Place recognition is essential for achieving closed-loop or global positioning in autonomous vehicles and mobile robots. Despite recent advancements in place recognition using 2D cameras or 3D LiDAR, it remains to be seen how to use 4D radar for place recognition - an increasingly popular sensor for its robustness against adverse weather and lighting conditions. Compared to LiDAR point clouds, radar data are drastically sparser, noisier and in much lower resolution, which hampers their ability to effectively represent scenes, posing significant challenges for 4D radar-based place recognition. This work addresses these challenges by leveraging multi-modal information from sequential 4D radar scans and effectively extracting and aggregating spatio-temporal features.Our approach follows a principled pipeline that comprises (1) dynamic points removal and ego-velocity estimation from velocity property, (2) bird's eye view (BEV) feature encoding on the refined point cloud, (3) feature alignment using BEV feature map motion trajectory calculated by ego-velocity, (4) multi-scale spatio-temporal features of the aligned BEV feature maps are extracted and aggregated.Real-world experimental results validate the feasibility of the proposed method and demonstrate its robustness in handling dynamic environments.
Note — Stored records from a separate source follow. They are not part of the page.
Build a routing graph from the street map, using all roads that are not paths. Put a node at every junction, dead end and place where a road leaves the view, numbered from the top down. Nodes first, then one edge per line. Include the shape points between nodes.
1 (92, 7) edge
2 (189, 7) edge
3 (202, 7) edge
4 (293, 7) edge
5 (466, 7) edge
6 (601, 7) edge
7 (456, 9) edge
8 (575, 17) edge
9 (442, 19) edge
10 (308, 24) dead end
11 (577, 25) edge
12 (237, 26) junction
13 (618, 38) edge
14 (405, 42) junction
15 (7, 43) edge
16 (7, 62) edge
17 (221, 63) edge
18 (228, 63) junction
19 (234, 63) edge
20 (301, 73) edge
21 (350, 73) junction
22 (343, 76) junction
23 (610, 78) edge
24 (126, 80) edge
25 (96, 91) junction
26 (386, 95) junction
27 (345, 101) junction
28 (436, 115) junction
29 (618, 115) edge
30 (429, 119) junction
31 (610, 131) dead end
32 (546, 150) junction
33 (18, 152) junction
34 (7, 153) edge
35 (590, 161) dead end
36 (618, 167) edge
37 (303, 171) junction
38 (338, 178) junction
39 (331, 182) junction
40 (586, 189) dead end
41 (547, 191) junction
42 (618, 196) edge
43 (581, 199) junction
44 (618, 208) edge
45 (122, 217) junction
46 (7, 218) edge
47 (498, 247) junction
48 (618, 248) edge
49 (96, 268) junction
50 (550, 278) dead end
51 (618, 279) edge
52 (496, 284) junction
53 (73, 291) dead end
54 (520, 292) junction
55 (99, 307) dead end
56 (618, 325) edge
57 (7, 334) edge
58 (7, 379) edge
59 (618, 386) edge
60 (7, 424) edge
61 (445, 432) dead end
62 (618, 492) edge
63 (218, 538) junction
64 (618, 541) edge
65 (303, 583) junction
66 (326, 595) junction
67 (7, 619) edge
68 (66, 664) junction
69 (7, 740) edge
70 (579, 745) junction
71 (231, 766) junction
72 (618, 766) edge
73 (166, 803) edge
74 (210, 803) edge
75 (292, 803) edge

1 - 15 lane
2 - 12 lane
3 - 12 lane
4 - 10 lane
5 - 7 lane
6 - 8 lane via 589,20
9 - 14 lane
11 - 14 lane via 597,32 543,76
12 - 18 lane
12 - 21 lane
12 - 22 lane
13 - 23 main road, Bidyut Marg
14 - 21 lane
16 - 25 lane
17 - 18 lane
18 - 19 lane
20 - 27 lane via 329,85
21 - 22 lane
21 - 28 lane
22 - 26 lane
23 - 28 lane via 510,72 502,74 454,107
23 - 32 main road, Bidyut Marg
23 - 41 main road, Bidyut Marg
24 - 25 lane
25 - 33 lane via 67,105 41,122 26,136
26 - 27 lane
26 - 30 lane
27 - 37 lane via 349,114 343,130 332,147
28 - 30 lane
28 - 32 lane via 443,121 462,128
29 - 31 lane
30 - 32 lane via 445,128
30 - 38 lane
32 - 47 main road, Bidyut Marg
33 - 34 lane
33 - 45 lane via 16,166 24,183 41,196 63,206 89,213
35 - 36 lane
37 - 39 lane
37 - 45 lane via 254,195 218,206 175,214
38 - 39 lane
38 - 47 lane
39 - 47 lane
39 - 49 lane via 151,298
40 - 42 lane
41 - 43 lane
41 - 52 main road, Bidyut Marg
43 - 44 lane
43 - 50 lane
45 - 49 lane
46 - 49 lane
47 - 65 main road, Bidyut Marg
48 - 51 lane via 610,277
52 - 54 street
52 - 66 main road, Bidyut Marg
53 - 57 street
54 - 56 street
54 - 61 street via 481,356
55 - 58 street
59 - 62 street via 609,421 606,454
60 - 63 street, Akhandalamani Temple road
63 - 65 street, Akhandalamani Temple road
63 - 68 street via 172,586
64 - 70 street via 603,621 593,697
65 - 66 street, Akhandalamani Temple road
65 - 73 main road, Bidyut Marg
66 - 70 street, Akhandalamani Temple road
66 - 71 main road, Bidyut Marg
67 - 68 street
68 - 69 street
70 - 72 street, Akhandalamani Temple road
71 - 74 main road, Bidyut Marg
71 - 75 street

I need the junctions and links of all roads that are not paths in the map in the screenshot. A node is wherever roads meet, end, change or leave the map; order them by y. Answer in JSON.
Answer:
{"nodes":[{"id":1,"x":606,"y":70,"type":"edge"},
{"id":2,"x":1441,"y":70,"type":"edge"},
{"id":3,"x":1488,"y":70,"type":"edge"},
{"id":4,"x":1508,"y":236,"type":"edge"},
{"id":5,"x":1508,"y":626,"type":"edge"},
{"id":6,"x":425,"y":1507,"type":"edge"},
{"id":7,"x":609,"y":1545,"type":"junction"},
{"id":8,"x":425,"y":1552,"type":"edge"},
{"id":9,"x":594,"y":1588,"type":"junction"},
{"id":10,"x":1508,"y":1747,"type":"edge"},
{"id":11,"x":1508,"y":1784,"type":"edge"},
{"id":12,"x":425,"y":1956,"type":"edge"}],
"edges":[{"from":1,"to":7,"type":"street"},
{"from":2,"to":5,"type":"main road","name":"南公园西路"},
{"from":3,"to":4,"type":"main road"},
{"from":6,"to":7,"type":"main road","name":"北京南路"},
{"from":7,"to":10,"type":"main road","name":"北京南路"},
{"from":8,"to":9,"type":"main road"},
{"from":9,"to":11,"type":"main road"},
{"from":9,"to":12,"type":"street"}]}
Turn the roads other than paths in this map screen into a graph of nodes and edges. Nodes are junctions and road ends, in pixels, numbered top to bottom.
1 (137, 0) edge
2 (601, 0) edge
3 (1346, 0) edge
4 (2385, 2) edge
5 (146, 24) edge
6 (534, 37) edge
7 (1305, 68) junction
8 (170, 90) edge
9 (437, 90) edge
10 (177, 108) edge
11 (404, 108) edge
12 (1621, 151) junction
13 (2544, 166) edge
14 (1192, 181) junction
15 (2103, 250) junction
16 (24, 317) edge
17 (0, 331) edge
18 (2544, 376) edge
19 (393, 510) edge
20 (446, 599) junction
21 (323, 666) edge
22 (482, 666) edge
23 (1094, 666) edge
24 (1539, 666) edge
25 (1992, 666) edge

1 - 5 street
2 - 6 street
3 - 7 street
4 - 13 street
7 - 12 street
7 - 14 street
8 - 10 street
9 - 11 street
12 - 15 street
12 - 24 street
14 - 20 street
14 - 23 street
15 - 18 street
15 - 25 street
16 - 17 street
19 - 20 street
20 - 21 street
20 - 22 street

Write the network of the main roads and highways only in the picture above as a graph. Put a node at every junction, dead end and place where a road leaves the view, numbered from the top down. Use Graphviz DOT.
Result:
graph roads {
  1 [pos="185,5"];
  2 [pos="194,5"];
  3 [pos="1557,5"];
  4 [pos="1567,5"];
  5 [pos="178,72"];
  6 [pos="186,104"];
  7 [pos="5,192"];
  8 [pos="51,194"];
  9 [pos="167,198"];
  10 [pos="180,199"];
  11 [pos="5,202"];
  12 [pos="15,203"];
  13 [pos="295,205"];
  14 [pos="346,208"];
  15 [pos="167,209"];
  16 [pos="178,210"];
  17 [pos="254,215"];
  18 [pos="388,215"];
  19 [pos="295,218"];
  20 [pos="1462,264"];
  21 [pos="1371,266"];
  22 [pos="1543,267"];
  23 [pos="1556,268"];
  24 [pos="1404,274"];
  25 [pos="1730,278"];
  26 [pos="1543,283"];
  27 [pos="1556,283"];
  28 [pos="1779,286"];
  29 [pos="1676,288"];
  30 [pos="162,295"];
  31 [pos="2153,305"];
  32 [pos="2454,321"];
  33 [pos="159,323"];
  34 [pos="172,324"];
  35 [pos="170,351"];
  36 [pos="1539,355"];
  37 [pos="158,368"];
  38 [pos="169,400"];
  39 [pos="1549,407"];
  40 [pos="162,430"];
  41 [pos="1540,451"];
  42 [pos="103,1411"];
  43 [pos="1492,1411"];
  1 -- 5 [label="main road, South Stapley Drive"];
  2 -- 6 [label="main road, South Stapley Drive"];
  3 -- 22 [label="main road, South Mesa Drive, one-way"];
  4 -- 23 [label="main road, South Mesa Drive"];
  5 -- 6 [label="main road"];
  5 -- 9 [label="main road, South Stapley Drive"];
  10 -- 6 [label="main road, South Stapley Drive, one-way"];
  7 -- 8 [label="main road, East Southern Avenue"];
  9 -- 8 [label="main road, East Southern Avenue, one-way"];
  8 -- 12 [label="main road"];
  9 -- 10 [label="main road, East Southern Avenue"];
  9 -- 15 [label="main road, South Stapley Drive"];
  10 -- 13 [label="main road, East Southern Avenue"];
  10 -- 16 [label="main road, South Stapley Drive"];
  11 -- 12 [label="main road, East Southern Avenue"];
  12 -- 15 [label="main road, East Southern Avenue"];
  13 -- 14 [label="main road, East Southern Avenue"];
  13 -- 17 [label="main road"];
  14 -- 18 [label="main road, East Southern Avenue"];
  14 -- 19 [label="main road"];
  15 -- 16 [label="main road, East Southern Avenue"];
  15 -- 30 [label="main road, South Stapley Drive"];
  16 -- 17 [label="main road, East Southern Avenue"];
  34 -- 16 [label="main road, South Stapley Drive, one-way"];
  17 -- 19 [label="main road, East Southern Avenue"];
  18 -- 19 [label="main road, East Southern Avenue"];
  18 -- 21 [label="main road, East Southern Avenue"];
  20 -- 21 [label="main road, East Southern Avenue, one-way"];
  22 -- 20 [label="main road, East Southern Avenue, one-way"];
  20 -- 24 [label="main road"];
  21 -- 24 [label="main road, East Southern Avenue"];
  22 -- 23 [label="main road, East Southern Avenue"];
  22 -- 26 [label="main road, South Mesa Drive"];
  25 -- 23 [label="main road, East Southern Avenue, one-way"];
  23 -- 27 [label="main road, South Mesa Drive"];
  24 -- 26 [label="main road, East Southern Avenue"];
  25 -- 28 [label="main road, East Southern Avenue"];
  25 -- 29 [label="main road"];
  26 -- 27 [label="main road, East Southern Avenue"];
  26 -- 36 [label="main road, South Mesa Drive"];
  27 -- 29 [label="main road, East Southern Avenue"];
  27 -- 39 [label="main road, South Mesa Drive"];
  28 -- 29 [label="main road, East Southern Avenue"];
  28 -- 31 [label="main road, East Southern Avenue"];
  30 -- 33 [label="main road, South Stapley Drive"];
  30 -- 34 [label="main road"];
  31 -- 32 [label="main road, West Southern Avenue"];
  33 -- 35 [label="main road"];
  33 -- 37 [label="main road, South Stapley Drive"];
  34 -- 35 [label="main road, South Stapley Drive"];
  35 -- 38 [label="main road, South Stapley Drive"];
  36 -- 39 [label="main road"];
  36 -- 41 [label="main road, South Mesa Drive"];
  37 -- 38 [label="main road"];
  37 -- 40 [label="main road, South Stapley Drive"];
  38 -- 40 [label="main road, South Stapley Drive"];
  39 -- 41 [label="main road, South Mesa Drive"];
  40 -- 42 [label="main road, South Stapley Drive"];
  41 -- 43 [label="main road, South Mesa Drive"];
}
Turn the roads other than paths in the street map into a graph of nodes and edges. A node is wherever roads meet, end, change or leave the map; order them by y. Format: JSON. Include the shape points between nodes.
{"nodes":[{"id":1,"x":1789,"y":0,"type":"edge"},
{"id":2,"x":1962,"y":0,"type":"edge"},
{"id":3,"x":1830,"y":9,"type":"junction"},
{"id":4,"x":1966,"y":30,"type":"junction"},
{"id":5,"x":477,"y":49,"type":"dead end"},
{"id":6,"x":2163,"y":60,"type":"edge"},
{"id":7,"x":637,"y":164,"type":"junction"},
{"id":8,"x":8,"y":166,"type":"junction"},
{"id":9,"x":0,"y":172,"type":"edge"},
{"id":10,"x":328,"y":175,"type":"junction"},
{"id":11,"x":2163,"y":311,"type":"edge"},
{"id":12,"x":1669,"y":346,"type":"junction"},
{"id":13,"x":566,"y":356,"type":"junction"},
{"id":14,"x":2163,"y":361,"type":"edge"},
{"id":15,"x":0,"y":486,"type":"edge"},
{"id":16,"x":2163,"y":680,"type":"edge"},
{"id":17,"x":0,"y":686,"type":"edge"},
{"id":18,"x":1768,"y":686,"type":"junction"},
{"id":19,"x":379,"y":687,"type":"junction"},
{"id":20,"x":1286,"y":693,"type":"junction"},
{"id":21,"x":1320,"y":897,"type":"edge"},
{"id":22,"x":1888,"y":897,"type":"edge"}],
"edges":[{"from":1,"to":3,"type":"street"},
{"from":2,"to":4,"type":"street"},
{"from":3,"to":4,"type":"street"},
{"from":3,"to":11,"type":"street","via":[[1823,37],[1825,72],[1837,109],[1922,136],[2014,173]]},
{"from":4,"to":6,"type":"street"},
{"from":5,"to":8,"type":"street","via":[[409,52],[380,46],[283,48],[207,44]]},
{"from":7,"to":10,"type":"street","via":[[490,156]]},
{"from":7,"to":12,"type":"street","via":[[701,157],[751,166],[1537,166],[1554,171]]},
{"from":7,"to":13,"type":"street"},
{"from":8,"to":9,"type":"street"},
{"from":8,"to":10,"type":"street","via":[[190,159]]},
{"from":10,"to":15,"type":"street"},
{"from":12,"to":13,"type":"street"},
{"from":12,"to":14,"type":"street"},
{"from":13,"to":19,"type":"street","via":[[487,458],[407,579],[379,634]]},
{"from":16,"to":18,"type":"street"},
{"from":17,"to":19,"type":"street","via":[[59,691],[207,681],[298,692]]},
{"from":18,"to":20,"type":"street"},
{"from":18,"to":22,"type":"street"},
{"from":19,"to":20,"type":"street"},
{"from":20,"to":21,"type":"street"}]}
Source codes are available.

Paper Structure

This paper contains 20 sections, 10 equations, 4 figures, 2 tables.

Figures (4)

  • Figure 1: TDFANet Overview: Given sequential 4D radar point clouds. First, preprocessing is performed to refine the 4D radar point cloud based on ego-velocity regression and RANSAC filtering. The refined point clouds are then encoded into BEV feature maps. Next, a trajectory-guided feature alignment method is proposed to align BEV feature maps at different time steps. Subsequently, a spatio-temporal pyramid deformable feature aggregation method is proposed to aggregate the aligned BEV feature maps. Finally, the final global descriptor is generated using GeM pooling.
  • Figure 2: Spatio-Temporal Pyramid Deformable Feature Aggregation: A spatio-temporal feature pyramid is built using residual blocks, followed by the introduction of a spatio-temporal pyramid deformable transformer to aggregate these features. We illustrate the deformable feature aggregation process using the reference point $p_q$ as an example.
  • Figure 3: Overview of the dataset we collected. The trajectories in different colors represent data collected during different time periods. Example is given for vegetation and vehicle changes due to the long time span.
  • Figure 4: Challenging query frames and reference frames retrieved by SOTA methods. Even in the presence of dynamic objects in the scene or significant appearance changes, the proposed method can accurately retrieve the top 1 reference frame, demonstrating its robustness and superiority in complex environments. Green means the retrived reference is a true positive, while red denotes false positive.